Back in the beginning of the 16th century, one of the world’s most famous artists was commissioned to create one of the most memorable pieces of art in human history. He began this project at 26 years of age, and it took him just about three years. The entire time he sculpted his masterpiece, he did it in secrecy.
Then, it came: the day on which he would reveal his masterpiece. It’s intended location was roughly 260 feet in the air in the Cathedral of Florence.
When he presented his piece of art, it stood 17 feet tall and was absolutely breathtaking.
So breathtaking, in fact, that the board of the Cathedral decided it needed a different, more public location. They convened a large committee with various people including legendary artist Leonardo da Vinci. They eventually decided to place the sculpture in the “political heart of Florence, Piazza della Signoria.”
To this day, it is the most famous sculpture in human history.
We’re talking, of course, about Michelangelo’s David.
It’s tough to fathom how human hands could sculpt something like David, but sure enough, they were the hands of the young Michelangelo.
David was a masterpiece to Michelangelo.
Imagine how it must’ve felt to reveal this statue knowing its brilliance and then to be told that it was so amazing it needed to be front and center somewhere. Michelangelo must have been proud of his statue. It was, most certainly, his masterpiece.
Surely people wouldn’t speak with Michelangelo without mentioning David.
It could be argued that Michelangelo pointed to David as one of his prized creations.
Roughly 1,500 years before this masterpiece, the Apostle Paul, in a letter to the church in Ephesus, spoke of another masterpiece.
He wrote: For we are God’s masterpiece. He has created us anew in Christ Jesus, so we can do the good things he planned for us long ago (Ephesians 2:10).
The Greek word that Paul uses here is poiēma, and it literally translates to “workmanship,” or “that which has been made.” The only other place in the New Testament where we see the word poiēma is in Romans 1:20, where Paul writes, “For ever since the world was created, people have seen the earth and sky. Through everything God made, they can clearly see his invisible qualities — his eternal power and divine nature. So they have no excuse for not knowing God.”
The phrase, “everything God made” is how the New Living Translation renders our word poiēma. In this context, the things that God has made are the things by which he communicates his invisible qualities. It’s his mode of communication.
When, in Ephesians 2:10, Paul uses the same word, he is telling us that we are the things which God uses to communicate something.
This is where we come to today’s Scripture.

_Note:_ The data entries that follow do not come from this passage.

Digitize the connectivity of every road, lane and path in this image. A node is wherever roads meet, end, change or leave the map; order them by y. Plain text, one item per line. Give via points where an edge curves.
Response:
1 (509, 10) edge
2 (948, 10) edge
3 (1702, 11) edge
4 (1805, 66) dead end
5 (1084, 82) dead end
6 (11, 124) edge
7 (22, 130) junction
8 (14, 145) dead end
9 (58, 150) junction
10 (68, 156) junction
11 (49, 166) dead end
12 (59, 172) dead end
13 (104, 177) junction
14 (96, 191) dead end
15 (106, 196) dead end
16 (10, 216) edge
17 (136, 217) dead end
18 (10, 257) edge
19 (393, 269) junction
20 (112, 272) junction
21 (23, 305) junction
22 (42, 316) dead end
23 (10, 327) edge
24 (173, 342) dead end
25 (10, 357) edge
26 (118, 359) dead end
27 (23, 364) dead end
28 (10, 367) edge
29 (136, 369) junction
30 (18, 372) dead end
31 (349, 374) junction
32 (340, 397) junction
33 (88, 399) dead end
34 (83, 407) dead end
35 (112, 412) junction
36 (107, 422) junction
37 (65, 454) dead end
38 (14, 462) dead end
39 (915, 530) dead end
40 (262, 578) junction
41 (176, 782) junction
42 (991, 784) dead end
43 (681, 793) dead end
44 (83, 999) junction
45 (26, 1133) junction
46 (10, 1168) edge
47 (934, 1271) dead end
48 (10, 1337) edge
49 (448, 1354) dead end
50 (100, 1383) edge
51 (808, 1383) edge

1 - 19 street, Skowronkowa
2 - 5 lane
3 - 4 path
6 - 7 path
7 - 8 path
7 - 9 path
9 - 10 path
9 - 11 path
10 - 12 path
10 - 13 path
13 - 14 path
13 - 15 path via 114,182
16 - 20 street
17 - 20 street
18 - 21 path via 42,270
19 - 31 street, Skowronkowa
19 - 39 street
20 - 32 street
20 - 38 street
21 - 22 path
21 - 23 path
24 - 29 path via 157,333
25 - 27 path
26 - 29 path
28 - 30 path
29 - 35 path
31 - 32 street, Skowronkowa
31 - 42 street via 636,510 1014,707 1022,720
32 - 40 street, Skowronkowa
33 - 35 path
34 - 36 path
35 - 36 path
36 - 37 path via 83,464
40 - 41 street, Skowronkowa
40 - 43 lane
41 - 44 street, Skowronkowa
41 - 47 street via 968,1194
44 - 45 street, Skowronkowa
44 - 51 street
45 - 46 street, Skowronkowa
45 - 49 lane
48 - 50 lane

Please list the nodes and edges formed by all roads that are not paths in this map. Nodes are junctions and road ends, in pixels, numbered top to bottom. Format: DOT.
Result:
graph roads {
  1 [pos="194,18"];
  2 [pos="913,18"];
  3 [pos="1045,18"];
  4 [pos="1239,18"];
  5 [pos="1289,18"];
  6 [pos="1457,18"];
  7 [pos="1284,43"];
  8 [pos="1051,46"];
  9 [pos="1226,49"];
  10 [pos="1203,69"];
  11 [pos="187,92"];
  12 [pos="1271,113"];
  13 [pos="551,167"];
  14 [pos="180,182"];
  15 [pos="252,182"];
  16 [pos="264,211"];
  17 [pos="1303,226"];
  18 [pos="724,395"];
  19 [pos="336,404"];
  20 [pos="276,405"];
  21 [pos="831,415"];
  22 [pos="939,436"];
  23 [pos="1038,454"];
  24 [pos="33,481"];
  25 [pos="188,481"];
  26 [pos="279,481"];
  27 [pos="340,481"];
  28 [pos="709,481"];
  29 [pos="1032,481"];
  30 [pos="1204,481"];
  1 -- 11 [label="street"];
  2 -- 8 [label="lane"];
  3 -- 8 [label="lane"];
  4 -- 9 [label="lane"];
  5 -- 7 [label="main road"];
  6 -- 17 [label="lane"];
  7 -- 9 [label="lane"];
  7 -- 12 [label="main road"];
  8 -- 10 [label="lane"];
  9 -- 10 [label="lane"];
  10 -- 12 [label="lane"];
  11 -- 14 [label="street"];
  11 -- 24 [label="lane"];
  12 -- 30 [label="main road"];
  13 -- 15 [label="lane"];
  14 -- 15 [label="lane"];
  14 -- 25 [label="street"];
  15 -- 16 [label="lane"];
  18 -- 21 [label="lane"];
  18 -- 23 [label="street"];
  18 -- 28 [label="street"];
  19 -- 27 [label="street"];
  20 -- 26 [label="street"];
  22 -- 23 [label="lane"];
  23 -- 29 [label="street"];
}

It’s just a few verses before we encounter the word poiēma.
6For he raised us from the dead along with Christ and seated us with him in the heavenly realms because we are united with Christ Jesus. 7So God can point to us in all future ages as examples of the incredible wealth of his grace and kindness toward us, as shown in all he has done for us who are united with Christ Jesus.
First, we see that God raised us from the dead with Christ and seated us with him in the heavenly realms. We don’t have the space to discuss what this means here, but what we do know is that even though we are not in heaven now, we experience some measure of heaven as Christians due to God raising us from our former state (dead) into life with Christ.
He made us – spiritually dead people – into living vibrant creatures.
But why? In verse 7, Paul tells us.
He created us – his masterpieces or workmanship – to point to us as examples of his mercy.
You. Me. All Christ-followers are what God points to as examples of his incredible mercy.
As we’ve discussed earlier this week, for us to receive mercy, we have to know we’ve done something wrong.
What most people don’t know about Michelangelo’s David sculpture, is that the single block of marble he used was previously unwanted.
40 years before Michelangelo began his work, two different artists were commissioned for projects using the same block of marble. Both abandoned their projects, and one of the artists did so because the marble was too difficult to work with.
Michelangelo stepped in and took something that had laid dormant – dead – and brought it to life. It is something that for over five centuries we have pointed to as a masterpiece.
God, in his infinite mercy, took us – spiritually dead – and made us alive with Christ so he could point to us as his masterpiece; so he could show everyone how merciful he is.
We cannot, as God’s masterpieces, sit dormant. He created us for a purpose. We are God’s poiēma. He made us to show everyone how merciful he is.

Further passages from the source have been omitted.